Si vous savez que vous devrez échanger régulièrement des modèles complets avec des partenaires Catia, choisir Catia vous évitera de nombreux allers-retours de traduction. À l’inverse, si votre écosystème travaille majoritairement en Parasolid, SolidWorks s’intégrera plus naturellement. Dans tous les cas, il est pertinent de définir une stratégie d’échange CAO (formats cibles, niveaux de détail, responsabilités) dès la phase de choix du logiciel, afin de limiter les mauvaises surprises.
Courbe d’apprentissage et disponibilité des formations certifiantes
Un logiciel de CAO n’a de valeur que si vos équipes savent l’utiliser efficacement. De ce point de vue, SolidWorks bénéficie d’une réputation de prise en main rapide, avec une interface très guidée, de nombreux tutoriels intégrés, et une communauté massive d’utilisateurs, de forums et de ressources en ligne. Les certifications officielles (CSWA, CSWP, etc.) sont largement reconnues sur le marché et permettent de valider le niveau de vos concepteurs.
Catia, plus vaste et plus modulaire, demande un investissement formation plus conséquent. Les parcours sont souvent plus spécialisés (surfacique avancée, tôlerie, composites, systèmes, etc.), avec des certifications associées. Dans les grands groupes, la montée en compétence est généralement organisée via des parcours internes, appuyés par des partenaires de formation agréés, et peut s’étaler sur plusieurs mois pour atteindre une maîtrise confortable de l’outil.
Lorsque vous comparez Catia et SolidWorks, ne sous-estimez pas le coût caché de la courbe d’apprentissage. Une solution légèrement moins puissante mais largement maîtrisée par vos équipes générera plus de valeur à court terme qu’un mastodonte sous-exploité. L’idéal est souvent de combiner des formations initiales ciblées, des ateliers métier sur vos propres modèles, et un accompagnement dans la durée pour stabiliser les bonnes pratiques.

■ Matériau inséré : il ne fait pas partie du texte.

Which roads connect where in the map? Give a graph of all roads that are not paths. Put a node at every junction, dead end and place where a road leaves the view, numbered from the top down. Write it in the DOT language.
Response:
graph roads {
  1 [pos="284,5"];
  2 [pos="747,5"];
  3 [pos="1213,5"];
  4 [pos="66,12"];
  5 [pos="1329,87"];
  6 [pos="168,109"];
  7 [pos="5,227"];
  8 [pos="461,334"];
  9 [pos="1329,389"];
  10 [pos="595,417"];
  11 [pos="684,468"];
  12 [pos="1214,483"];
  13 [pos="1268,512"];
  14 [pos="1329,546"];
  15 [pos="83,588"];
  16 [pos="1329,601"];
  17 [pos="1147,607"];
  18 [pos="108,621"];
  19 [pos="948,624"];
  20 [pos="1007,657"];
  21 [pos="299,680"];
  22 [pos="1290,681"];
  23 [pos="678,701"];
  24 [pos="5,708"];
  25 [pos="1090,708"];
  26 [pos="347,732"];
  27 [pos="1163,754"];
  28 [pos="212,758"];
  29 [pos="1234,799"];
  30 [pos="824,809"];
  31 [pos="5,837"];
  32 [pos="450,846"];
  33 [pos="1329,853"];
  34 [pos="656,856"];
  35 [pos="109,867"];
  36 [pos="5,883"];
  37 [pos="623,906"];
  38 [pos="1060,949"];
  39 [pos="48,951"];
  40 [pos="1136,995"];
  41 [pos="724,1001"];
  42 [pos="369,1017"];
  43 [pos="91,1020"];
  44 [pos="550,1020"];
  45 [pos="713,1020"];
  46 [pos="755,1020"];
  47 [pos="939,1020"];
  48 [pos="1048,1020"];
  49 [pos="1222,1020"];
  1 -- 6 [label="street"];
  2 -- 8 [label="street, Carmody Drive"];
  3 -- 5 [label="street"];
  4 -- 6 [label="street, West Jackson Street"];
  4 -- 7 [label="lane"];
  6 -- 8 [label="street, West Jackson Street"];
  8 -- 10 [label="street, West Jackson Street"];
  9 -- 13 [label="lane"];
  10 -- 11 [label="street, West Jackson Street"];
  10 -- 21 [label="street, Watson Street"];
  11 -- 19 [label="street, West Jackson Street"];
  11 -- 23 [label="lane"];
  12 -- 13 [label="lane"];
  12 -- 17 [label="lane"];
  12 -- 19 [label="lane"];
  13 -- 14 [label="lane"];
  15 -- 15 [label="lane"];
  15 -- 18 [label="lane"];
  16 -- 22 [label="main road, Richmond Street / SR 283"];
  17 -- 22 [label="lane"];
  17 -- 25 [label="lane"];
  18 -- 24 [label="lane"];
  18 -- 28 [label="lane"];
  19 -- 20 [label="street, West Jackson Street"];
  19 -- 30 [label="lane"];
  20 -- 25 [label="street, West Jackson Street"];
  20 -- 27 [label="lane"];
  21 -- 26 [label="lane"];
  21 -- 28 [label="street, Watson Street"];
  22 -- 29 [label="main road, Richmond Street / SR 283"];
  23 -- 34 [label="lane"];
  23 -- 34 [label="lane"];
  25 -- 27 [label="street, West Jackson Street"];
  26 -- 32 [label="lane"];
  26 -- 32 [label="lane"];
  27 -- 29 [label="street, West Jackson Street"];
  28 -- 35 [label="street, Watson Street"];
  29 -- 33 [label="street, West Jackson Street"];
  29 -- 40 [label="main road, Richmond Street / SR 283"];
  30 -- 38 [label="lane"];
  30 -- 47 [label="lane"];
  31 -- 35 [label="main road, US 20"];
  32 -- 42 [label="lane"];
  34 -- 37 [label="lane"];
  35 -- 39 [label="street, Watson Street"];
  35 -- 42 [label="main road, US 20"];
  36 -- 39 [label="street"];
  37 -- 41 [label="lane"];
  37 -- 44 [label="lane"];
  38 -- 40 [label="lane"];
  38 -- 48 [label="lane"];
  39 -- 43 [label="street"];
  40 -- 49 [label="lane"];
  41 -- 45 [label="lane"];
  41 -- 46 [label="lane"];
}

Écosystème de plugins et extensions tierces disponibles
Dernier critère, et non des moindres : l’écosystème de plugins et d’extensions tierces. SolidWorks dispose d’un catalogue très riche d’add-ins dédiés à des niches métiers : tôlerie spéciale, calcul de ressorts, bibliothèques de composants, outils de chiffrage, intégrations ERP, etc. De nombreux éditeurs tiers développent en priorité pour SolidWorks en raison de sa base installée massive, ce qui vous permet d’étendre facilement ses capacités à moindre coût.
Catia, de son côté, est davantage enrichi par des modules officiels Dassault Systèmes ou par des partenaires sélectionnés, souvent pour des secteurs spécifiques (composites aéronautiques, fabrication additive métal, ingénierie système avancée). L’écosystème est plus restreint mais très ciblé, avec des solutions certifiées pour des usages à forte criticité. Sur la plateforme 3DEXPERIENCE, cette logique se traduit par l’ajout de rôles et d’applications complémentaires, plutôt que de simples plugins.
En fonction de votre stratégie, vous pouvez privilégier un environnement très ouvert et modulable (typique de SolidWorks dans les PME) ou un écosystème plus contrôlé mais profondément intégré (typique de Catia/3DEXPERIENCE dans les grands comptes). Là encore, l’important est d’aligner votre choix logiciel avec vos besoins métier réels, votre budget et vos ambitions de croissance, plutôt que de céder à l’effet de mode ou à la seule pression de vos partenaires.